Игнатенко начал рассказывать, и все притихли. Слушали до тех пор, пока Маргарита, облачённая в спортивные штаны и геологическую зелёную куртку, не прикрикнула на них:
- Вы сюда работать пришли или болтать? А ну быстро за дело!
- Маргарита Николаевна, да мы целую машину притащили, - обиженно возразил Зимин.
- Ты со мной пререкаться будешь, Зимин?
- Вот же корова, - пробурчал Пахомов, которому ужас как хотелось дослушать рассказ про фильм.
Тут он заметил братьев Карасёвых, бодро тащивших куда-то огрызки больших картонных коробок.

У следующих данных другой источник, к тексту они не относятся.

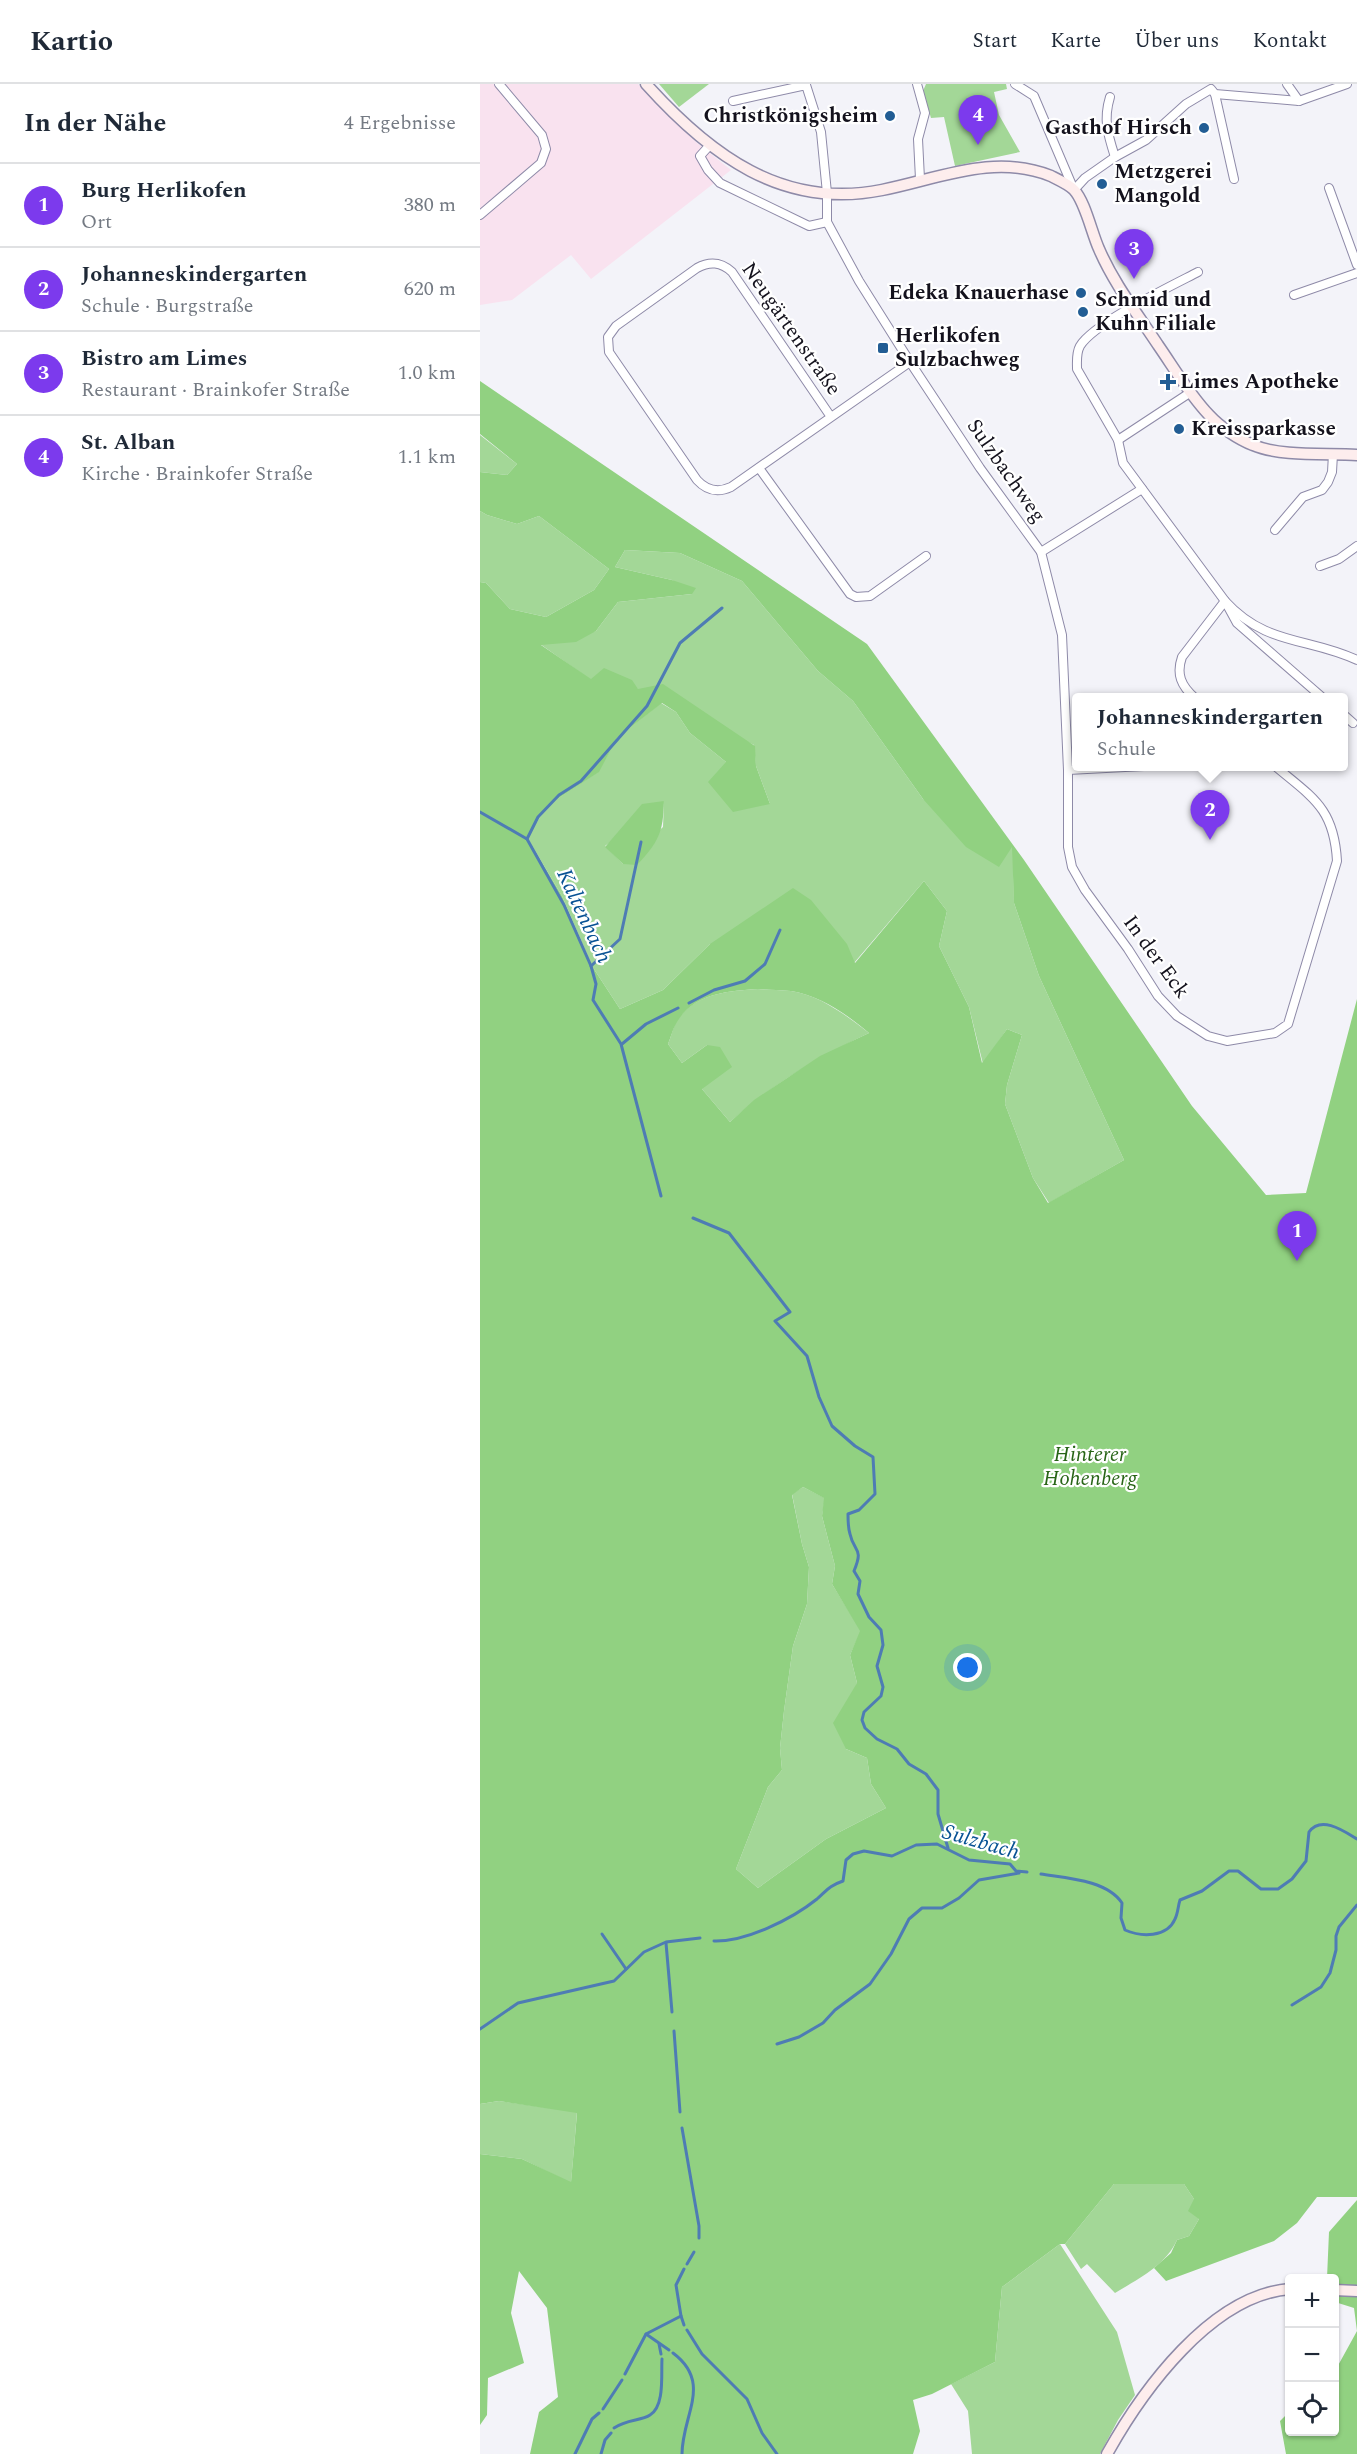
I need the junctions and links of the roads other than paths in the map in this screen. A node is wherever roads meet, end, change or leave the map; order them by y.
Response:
1 (499, 84) edge
2 (646, 84) edge
3 (917, 84) edge
4 (1015, 84) edge
5 (1287, 84) edge
6 (1347, 84) edge
7 (1212, 89) edge
8 (1110, 97) dead end
9 (733, 101) dead end
10 (1299, 101) junction
11 (709, 146) junction
12 (1115, 157) junction
13 (1234, 178) dead end
14 (920, 179) junction
15 (1329, 188) dead end
16 (1074, 190) junction
17 (828, 193) junction
18 (480, 215) edge
19 (827, 222) junction
20 (1357, 265) edge
21 (1198, 272) dead end
22 (1357, 273) edge
23 (1294, 295) dead end
24 (1133, 307) junction
25 (910, 362) junction
26 (1191, 392) junction
27 (831, 417) junction
28 (1118, 440) junction
29 (1333, 454) junction
30 (1357, 455) edge
31 (759, 468) junction
32 (1142, 489) junction
33 (1275, 530) dead end
34 (1357, 546) edge
35 (1041, 552) junction
36 (926, 556) dead end
37 (1320, 566) dead end
38 (1225, 601) junction
39 (1357, 660) edge
40 (1190, 693) edge
41 (1317, 693) edge
42 (1348, 719) edge
43 (1353, 723) dead end
44 (1068, 770) junction
45 (1072, 770) edge
46 (1281, 771) edge
47 (1285, 2290) edge
48 (1339, 2290) edge
49 (1357, 2291) edge
50 (1107, 2454) edge

1 - 18 street
2 - 11 main road
3 - 14 street
4 - 16 street
5 - 10 street
6 - 10 street
7 - 10 street
7 - 12 street
7 - 13 street
8 - 12 street
9 - 17 street
11 - 17 main road
11 - 19 street
12 - 16 street
14 - 16 main road
14 - 17 main road
15 - 20 street
16 - 24 main road
17 - 19 street
19 - 25 street, Sulzbachweg
21 - 24 street
22 - 23 street
24 - 26 main road
24 - 28 street
25 - 27 street, Neugärtenstraße
25 - 35 street, Sulzbachweg
26 - 28 street
26 - 29 main road
27 - 31 street, Neugärtenstraße
27 - 31 street, Neugärtenstraße
28 - 32 street
29 - 30 main road
29 - 33 street
31 - 36 street
32 - 35 street
32 - 38 street
34 - 37 street
35 - 44 street, Sulzbachweg
38 - 39 street
38 - 40 street
38 - 41 street
42 - 43 street
44 - 45 street
44 - 46 street, In der Eck
47 - 50 main road
48 - 49 main road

Махнул им рукой:
- Привет! А у вас есть дома "Рэмбо - 3"?
Те посмотрел на него, и Ромка почему-то отвернулся, будто обиженный на что-то, а Мишка лишь сухо кивнул и ничего не ответил. "Ни фига себе!" - подумал ошарашенный Пахомов. Он подбежал к Карасёвым, спросил ещё раз:
- Так чо, есть у вас "Рэмбо-3", пацаны?
Ромка опустил на землю картонки, выпрямился.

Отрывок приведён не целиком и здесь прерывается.